Former President Donald Trump drew fire this weekend as he used more historically painful and pointed language in describing his perceived enemies who, he says, “live like vermin within the confines of our country that lie and steal and cheat on elections.”
Vermin is the loaded term here — it was a common vocabulary choice in the murderous antisemitism of Nazi leader Adolph Hitler. With its disgraceful history, such language can expect broad condemnation from every walk of political life — even white nationalists in American government disavow any overtly positive views of Nazis.
But Trump’s conduct was notably not condemned by Republican National Committee chair Ronna McDaniel. Given the chance to slam Trump’s “vermin” rhetoric, McDaniel demurred, saying instead: “I’m not going to comment on candidates and their campaign messaging.”
McDaniel punting that question — an alarmingly easy one by any publicly held moral standard — was pure anathema to former U.S. Representative Liz Cheney, who used another loaded Nazi-associated word to describe McDaniel’s positioning: “collaborating.”
Cheney, bewildered and affronted, writes: “when @GOPChairwoman refuses to condemn the GOP’s leading candidate for using the same Nazi propaganda that mobilized 1930s-40s Germany to evil, it’s fair to assume she’s collaborating.”

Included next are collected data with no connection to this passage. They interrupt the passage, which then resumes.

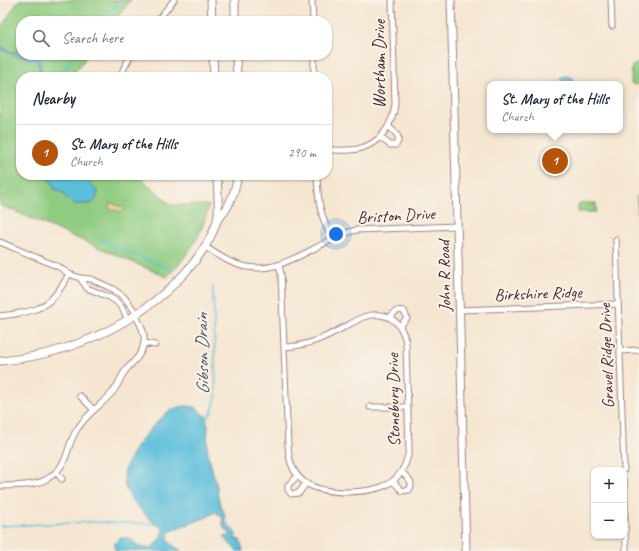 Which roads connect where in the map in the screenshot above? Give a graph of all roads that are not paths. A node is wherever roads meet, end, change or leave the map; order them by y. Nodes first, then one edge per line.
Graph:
1 (174, 0) edge
2 (212, 0) edge
3 (235, 0) edge
4 (312, 0) edge
5 (392, 0) edge
6 (451, 0) edge
7 (611, 0) edge
8 (161, 16) edge
9 (212, 16) edge
10 (236, 16) edge
11 (313, 16) edge
12 (612, 26) dead end
13 (128, 60) edge
14 (213, 60) edge
15 (236, 60) edge
16 (314, 60) edge
17 (122, 72) edge
18 (214, 72) edge
19 (237, 72) edge
20 (314, 72) edge
21 (389, 127) junction
22 (380, 137) junction
23 (332, 150) edge
24 (217, 180) edge
25 (237, 180) edge
26 (317, 180) edge
27 (217, 220) junction
28 (458, 226) junction
29 (332, 239) junction
30 (616, 240) dead end
31 (0, 242) edge
32 (204, 246) junction
33 (279, 265) junction
34 (69, 274) junction
35 (80, 278) junction
36 (113, 289) junction
37 (109, 297) junction
38 (618, 304) junction
39 (460, 310) junction
40 (136, 315) junction
41 (0, 316) edge
42 (390, 318) junction
43 (128, 320) junction
44 (400, 326) junction
45 (144, 343) junction
46 (155, 345) dead end
47 (284, 347) junction
48 (639, 350) edge
49 (620, 351) junction
50 (0, 361) edge
51 (80, 396) dead end
52 (370, 407) dead end
53 (408, 407) junction
54 (94, 410) junction
55 (624, 467) edge
56 (56, 472) junction
57 (401, 472) junction
58 (298, 476) junction
59 (62, 479) dead end
60 (393, 481) junction
61 (306, 484) junction
62 (0, 486) edge
63 (625, 503) edge
64 (466, 551) edge
65 (626, 551) edge

1 - 8 street
2 - 9 main road
3 - 10 main road
4 - 11 street
5 - 21 street, Wortham Drive
6 - 28 main road, John R Road
7 - 12 street
13 - 17 street
14 - 18 main road
15 - 19 main road
16 - 20 street
21 - 22 street, Wortham Drive
21 - 22 street, Wortham Drive
22 - 23 street, Wortham Drive
24 - 27 main road
25 - 27 main road
26 - 29 street
27 - 32 main road
28 - 29 street, Briston Drive
28 - 39 main road, John R Road
29 - 33 street, Briston Drive
30 - 38 street, Gravel Ridge Drive
31 - 34 street
32 - 33 street, Briston Drive
32 - 40 main road
33 - 47 street, Stonebury Drive
34 - 35 street
34 - 41 street
35 - 36 street
35 - 37 street
36 - 37 street
36 - 40 street
37 - 43 street
38 - 39 street, Birkshire Ridge
38 - 49 street, Gravel Ridge Drive
39 - 64 main road, John R Road
40 - 43 main road
40 - 45 street
42 - 44 street, Stonebury Drive
42 - 44 street, Stonebury Drive
42 - 47 street, Stonebury Drive
43 - 50 main road
44 - 53 street, Stonebury Drive
45 - 46 street
45 - 54 street
47 - 58 street, Stonebury Drive
48 - 49 street
49 - 55 street, Gravel Ridge Drive
51 - 54 street
52 - 53 street
53 - 57 street, Stonebury Drive
54 - 56 street
56 - 59 street
56 - 62 street
57 - 60 street, Stonebury Drive
57 - 60 street, Stonebury Drive
58 - 61 street, Stonebury Drive
58 - 61 street
60 - 61 street, Stonebury Drive
63 - 65 street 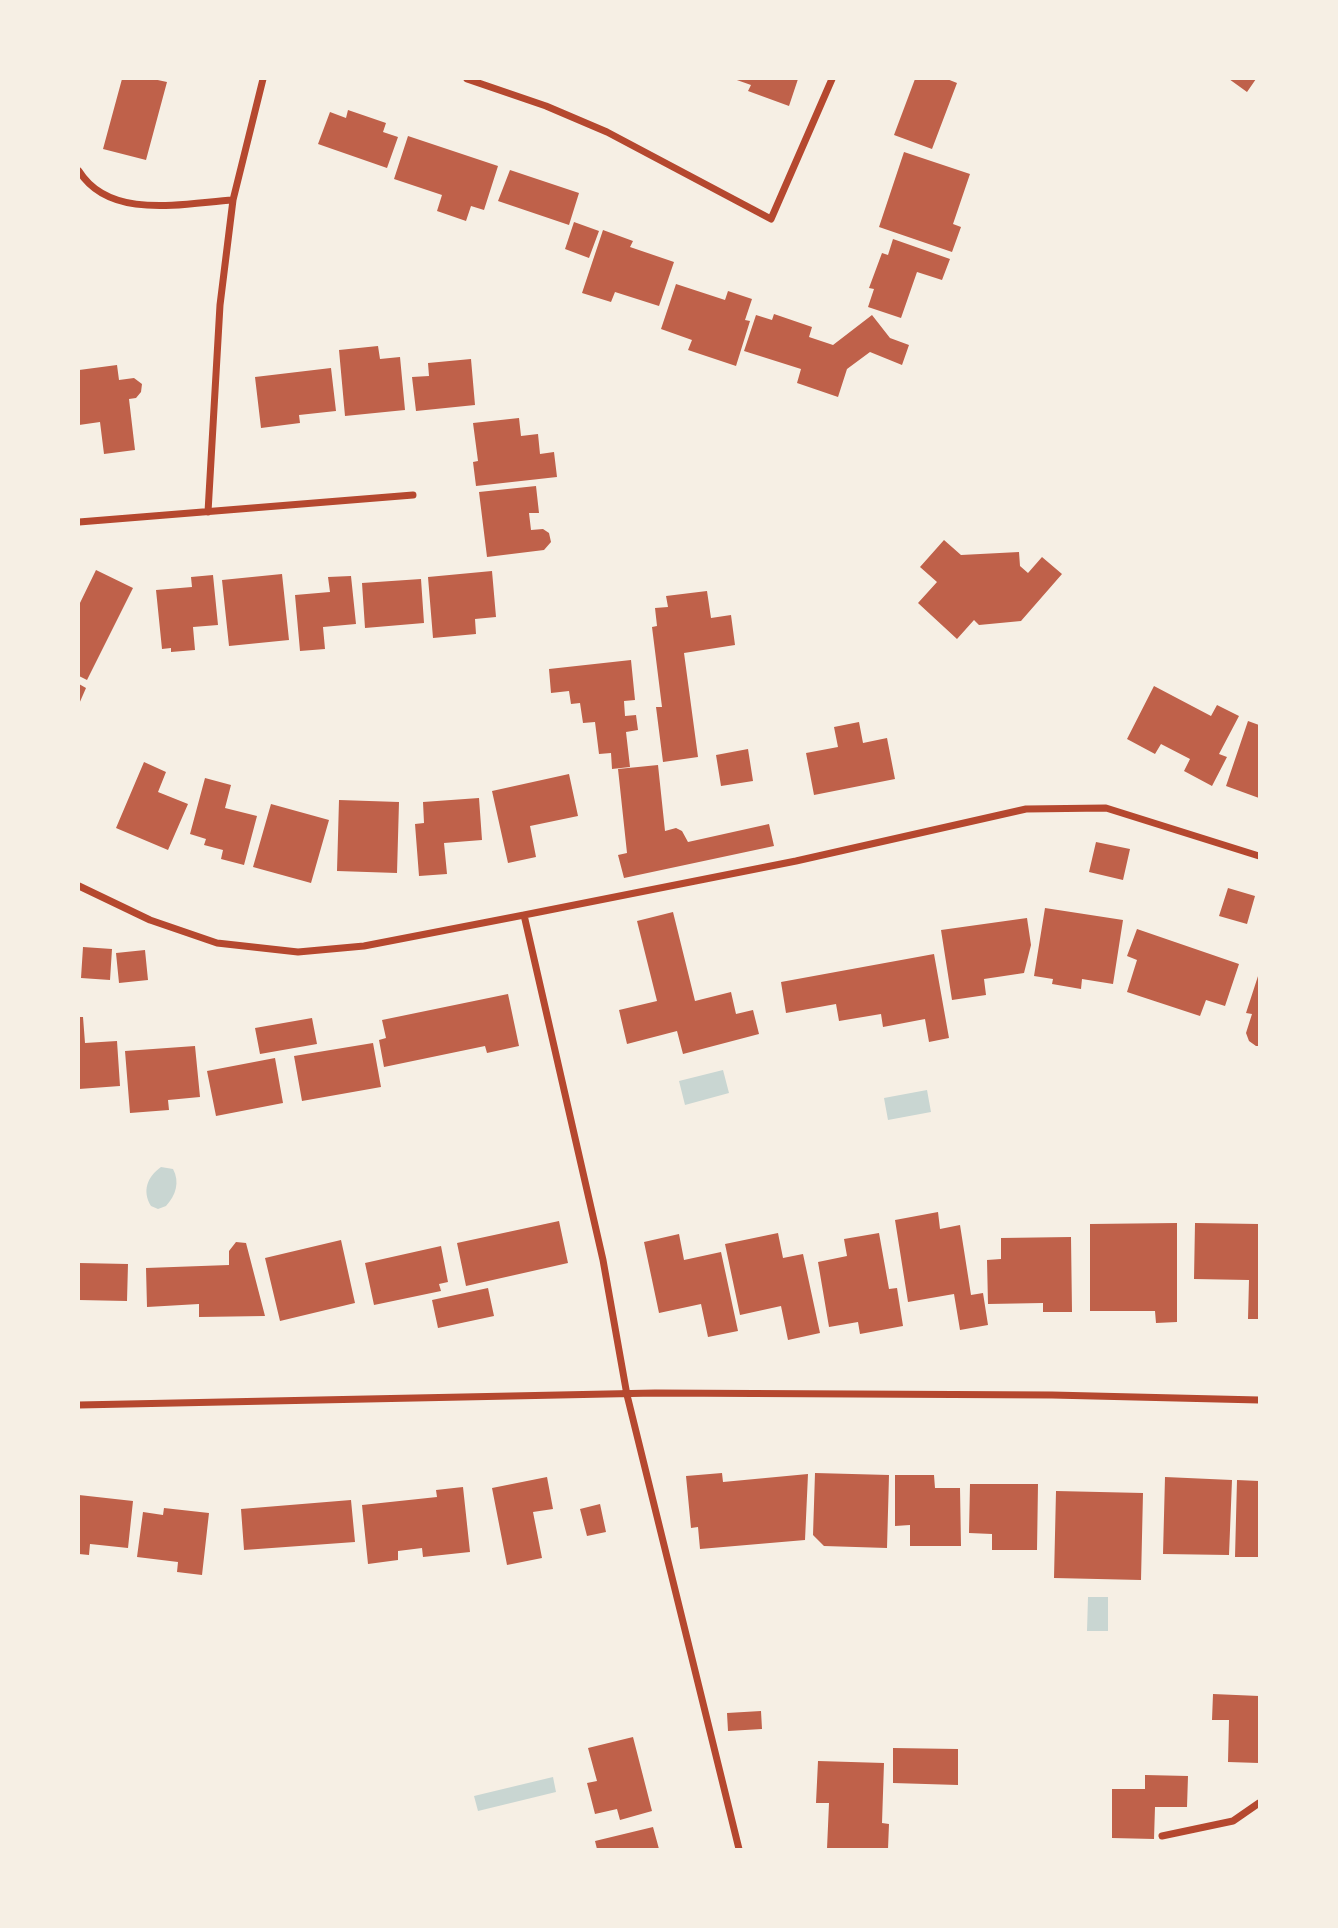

When @GOPChairwoman refuses to condemn the GOP’s leading candidate for using the same Nazi propaganda that mobilized 1930s-40s Germany to evil, it’s fair to assume she’s collaborating. History will judge Ronna McDaniel and every Republican who is appeasing this dangerous man. https://t.co/f4MMPoreFc
— Liz Cheney (@Liz_Cheney) November 13, 2023
As the Holocaust Encyclopedia writes about collaborating and collaborators:
German authorities required the assistance of the Axis nations and of local collaborators in the regions they occupied to implement the ‘Final Solution.’ Collaborators committed some of the worst atrocities of the Holocaust era.